An exact reproduction of all the entries is the expected answer.

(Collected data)

● ● ● ● ●

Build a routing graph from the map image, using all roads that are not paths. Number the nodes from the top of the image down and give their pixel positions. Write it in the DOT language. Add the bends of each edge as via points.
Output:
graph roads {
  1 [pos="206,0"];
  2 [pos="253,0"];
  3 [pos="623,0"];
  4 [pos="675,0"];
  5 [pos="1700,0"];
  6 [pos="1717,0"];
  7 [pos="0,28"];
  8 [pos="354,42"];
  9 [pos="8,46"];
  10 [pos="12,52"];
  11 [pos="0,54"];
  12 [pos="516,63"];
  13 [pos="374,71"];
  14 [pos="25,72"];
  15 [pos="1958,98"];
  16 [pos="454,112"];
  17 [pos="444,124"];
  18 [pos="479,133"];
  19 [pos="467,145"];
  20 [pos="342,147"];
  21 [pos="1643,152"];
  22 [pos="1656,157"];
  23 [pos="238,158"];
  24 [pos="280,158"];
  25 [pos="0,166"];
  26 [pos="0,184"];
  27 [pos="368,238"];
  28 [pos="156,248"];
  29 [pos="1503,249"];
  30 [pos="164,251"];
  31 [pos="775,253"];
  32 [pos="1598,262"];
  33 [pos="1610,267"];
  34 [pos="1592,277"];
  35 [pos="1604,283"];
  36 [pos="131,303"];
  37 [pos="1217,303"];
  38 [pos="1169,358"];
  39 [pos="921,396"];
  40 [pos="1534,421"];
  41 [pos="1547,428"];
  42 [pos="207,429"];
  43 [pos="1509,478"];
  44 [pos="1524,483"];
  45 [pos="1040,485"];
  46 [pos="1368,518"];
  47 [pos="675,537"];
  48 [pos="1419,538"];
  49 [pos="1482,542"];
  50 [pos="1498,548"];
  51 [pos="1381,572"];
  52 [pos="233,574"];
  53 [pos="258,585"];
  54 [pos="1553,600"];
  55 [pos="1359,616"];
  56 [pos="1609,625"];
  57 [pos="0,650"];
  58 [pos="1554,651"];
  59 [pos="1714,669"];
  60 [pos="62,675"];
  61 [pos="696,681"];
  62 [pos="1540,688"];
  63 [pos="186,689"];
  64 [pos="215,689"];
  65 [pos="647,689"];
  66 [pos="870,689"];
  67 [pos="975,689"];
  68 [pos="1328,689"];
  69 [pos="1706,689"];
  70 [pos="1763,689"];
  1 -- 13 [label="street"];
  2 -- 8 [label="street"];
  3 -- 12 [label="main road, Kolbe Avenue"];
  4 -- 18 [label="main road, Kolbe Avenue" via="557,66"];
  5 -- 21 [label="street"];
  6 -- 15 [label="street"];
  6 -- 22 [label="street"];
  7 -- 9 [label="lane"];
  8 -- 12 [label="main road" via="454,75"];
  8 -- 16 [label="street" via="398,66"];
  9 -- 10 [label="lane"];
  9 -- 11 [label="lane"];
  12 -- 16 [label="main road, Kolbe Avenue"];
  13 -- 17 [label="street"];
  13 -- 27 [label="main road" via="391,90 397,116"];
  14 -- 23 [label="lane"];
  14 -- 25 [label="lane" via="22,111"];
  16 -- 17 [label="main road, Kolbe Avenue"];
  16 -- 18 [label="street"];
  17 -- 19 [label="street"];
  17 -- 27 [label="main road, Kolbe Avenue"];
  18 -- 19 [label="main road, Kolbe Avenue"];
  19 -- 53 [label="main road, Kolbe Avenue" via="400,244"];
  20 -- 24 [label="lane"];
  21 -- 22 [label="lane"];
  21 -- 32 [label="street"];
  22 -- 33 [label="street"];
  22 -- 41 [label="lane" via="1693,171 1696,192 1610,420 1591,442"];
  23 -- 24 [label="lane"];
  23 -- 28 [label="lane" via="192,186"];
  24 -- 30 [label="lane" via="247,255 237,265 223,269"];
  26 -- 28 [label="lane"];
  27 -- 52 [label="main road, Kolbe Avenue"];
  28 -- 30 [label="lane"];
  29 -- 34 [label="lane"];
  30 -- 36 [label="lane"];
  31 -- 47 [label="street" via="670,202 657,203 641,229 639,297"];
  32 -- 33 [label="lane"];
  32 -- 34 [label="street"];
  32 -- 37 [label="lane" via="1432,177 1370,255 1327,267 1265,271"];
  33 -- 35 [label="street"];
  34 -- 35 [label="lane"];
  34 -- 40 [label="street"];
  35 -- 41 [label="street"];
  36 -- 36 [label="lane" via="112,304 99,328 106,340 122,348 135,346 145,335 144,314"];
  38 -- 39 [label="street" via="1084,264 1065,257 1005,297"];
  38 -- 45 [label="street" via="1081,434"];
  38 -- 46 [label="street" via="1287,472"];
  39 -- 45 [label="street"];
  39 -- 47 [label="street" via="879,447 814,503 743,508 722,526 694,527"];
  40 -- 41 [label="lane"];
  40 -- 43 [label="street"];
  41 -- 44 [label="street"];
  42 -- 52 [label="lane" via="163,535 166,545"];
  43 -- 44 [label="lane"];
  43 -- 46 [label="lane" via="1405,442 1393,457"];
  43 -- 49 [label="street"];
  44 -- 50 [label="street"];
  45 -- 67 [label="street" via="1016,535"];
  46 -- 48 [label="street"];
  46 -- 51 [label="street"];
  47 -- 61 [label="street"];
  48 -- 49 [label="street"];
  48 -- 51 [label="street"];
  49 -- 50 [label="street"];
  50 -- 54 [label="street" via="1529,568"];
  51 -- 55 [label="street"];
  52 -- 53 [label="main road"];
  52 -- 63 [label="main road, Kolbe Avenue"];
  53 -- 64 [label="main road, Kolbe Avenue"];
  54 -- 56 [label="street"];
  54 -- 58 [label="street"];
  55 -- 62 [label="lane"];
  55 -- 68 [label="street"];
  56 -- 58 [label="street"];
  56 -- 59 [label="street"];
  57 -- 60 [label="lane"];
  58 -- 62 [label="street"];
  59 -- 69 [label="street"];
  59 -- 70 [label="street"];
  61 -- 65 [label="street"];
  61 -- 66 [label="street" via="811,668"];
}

● ● ● ● ●

▶ _REPLY TO THE TASK_
Build a routing graph from the map image, using all roads that are not paths. Number the nodes from the top of the image down and give their pixel positions. Write it in the DOT language. Add the bends of each edge as via points.
Output:
graph roads {
  1 [pos="206,0"];
  2 [pos="253,0"];
  3 [pos="623,0"];
  4 [pos="675,0"];
  5 [pos="1700,0"];
  6 [pos="1717,0"];
  7 [pos="0,28"];
  8 [pos="354,42"];
  9 [pos="8,46"];
  10 [pos="12,52"];
  11 [pos="0,54"];
  12 [pos="516,63"];
  13 [pos="374,71"];
  14 [pos="25,72"];
  15 [pos="1958,98"];
  16 [pos="454,112"];
  17 [pos="444,124"];
  18 [pos="479,133"];
  19 [pos="467,145"];
  20 [pos="342,147"];
  21 [pos="1643,152"];
  22 [pos="1656,157"];
  23 [pos="238,158"];
  24 [pos="280,158"];
  25 [pos="0,166"];
  26 [pos="0,184"];
  27 [pos="368,238"];
  28 [pos="156,248"];
  29 [pos="1503,249"];
  30 [pos="164,251"];
  31 [pos="775,253"];
  32 [pos="1598,262"];
  33 [pos="1610,267"];
  34 [pos="1592,277"];
  35 [pos="1604,283"];
  36 [pos="131,303"];
  37 [pos="1217,303"];
  38 [pos="1169,358"];
  39 [pos="921,396"];
  40 [pos="1534,421"];
  41 [pos="1547,428"];
  42 [pos="207,429"];
  43 [pos="1509,478"];
  44 [pos="1524,483"];
  45 [pos="1040,485"];
  46 [pos="1368,518"];
  47 [pos="675,537"];
  48 [pos="1419,538"];
  49 [pos="1482,542"];
  50 [pos="1498,548"];
  51 [pos="1381,572"];
  52 [pos="233,574"];
  53 [pos="258,585"];
  54 [pos="1553,600"];
  55 [pos="1359,616"];
  56 [pos="1609,625"];
  57 [pos="0,650"];
  58 [pos="1554,651"];
  59 [pos="1714,669"];
  60 [pos="62,675"];
  61 [pos="696,681"];
  62 [pos="1540,688"];
  63 [pos="186,689"];
  64 [pos="215,689"];
  65 [pos="647,689"];
  66 [pos="870,689"];
  67 [pos="975,689"];
  68 [pos="1328,689"];
  69 [pos="1706,689"];
  70 [pos="1763,689"];
  1 -- 13 [label="street"];
  2 -- 8 [label="street"];
  3 -- 12 [label="main road, Kolbe Avenue"];
  4 -- 18 [label="main road, Kolbe Avenue" via="557,66"];
  5 -- 21 [label="street"];
  6 -- 15 [label="street"];
  6 -- 22 [label="street"];
  7 -- 9 [label="lane"];
  8 -- 12 [label="main road" via="454,75"];
  8 -- 16 [label="street" via="398,66"];
  9 -- 10 [label="lane"];
  9 -- 11 [label="lane"];
  12 -- 16 [label="main road, Kolbe Avenue"];
  13 -- 17 [label="street"];
  13 -- 27 [label="main road" via="391,90 397,116"];
  14 -- 23 [label="lane"];
  14 -- 25 [label="lane" via="22,111"];
  16 -- 17 [label="main road, Kolbe Avenue"];
  16 -- 18 [label="street"];
  17 -- 19 [label="street"];
  17 -- 27 [label="main road, Kolbe Avenue"];
  18 -- 19 [label="main road, Kolbe Avenue"];
  19 -- 53 [label="main road, Kolbe Avenue" via="400,244"];
  20 -- 24 [label="lane"];
  21 -- 22 [label="lane"];
  21 -- 32 [label="street"];
  22 -- 33 [label="street"];
  22 -- 41 [label="lane" via="1693,171 1696,192 1610,420 1591,442"];
  23 -- 24 [label="lane"];
  23 -- 28 [label="lane" via="192,186"];
  24 -- 30 [label="lane" via="247,255 237,265 223,269"];
  26 -- 28 [label="lane"];
  27 -- 52 [label="main road, Kolbe Avenue"];
  28 -- 30 [label="lane"];
  29 -- 34 [label="lane"];
  30 -- 36 [label="lane"];
  31 -- 47 [label="street" via="670,202 657,203 641,229 639,297"];
  32 -- 33 [label="lane"];
  32 -- 34 [label="street"];
  32 -- 37 [label="lane" via="1432,177 1370,255 1327,267 1265,271"];
  33 -- 35 [label="street"];
  34 -- 35 [label="lane"];
  34 -- 40 [label="street"];
  35 -- 41 [label="street"];
  36 -- 36 [label="lane" via="112,304 99,328 106,340 122,348 135,346 145,335 144,314"];
  38 -- 39 [label="street" via="1084,264 1065,257 1005,297"];
  38 -- 45 [label="street" via="1081,434"];
  38 -- 46 [label="street" via="1287,472"];
  39 -- 45 [label="street"];
  39 -- 47 [label="street" via="879,447 814,503 743,508 722,526 694,527"];
  40 -- 41 [label="lane"];
  40 -- 43 [label="street"];
  41 -- 44 [label="street"];
  42 -- 52 [label="lane" via="163,535 166,545"];
  43 -- 44 [label="lane"];
  43 -- 46 [label="lane" via="1405,442 1393,457"];
  43 -- 49 [label="street"];
  44 -- 50 [label="street"];
  45 -- 67 [label="street" via="1016,535"];
  46 -- 48 [label="street"];
  46 -- 51 [label="street"];
  47 -- 61 [label="street"];
  48 -- 49 [label="street"];
  48 -- 51 [label="street"];
  49 -- 50 [label="street"];
  50 -- 54 [label="street" via="1529,568"];
  51 -- 55 [label="street"];
  52 -- 53 [label="main road"];
  52 -- 63 [label="main road, Kolbe Avenue"];
  53 -- 64 [label="main road, Kolbe Avenue"];
  54 -- 56 [label="street"];
  54 -- 58 [label="street"];
  55 -- 62 [label="lane"];
  55 -- 68 [label="street"];
  56 -- 58 [label="street"];
  56 -- 59 [label="street"];
  57 -- 60 [label="lane"];
  58 -- 62 [label="street"];
  59 -- 69 [label="street"];
  59 -- 70 [label="street"];
  61 -- 65 [label="street"];
  61 -- 66 [label="street" via="811,668"];
}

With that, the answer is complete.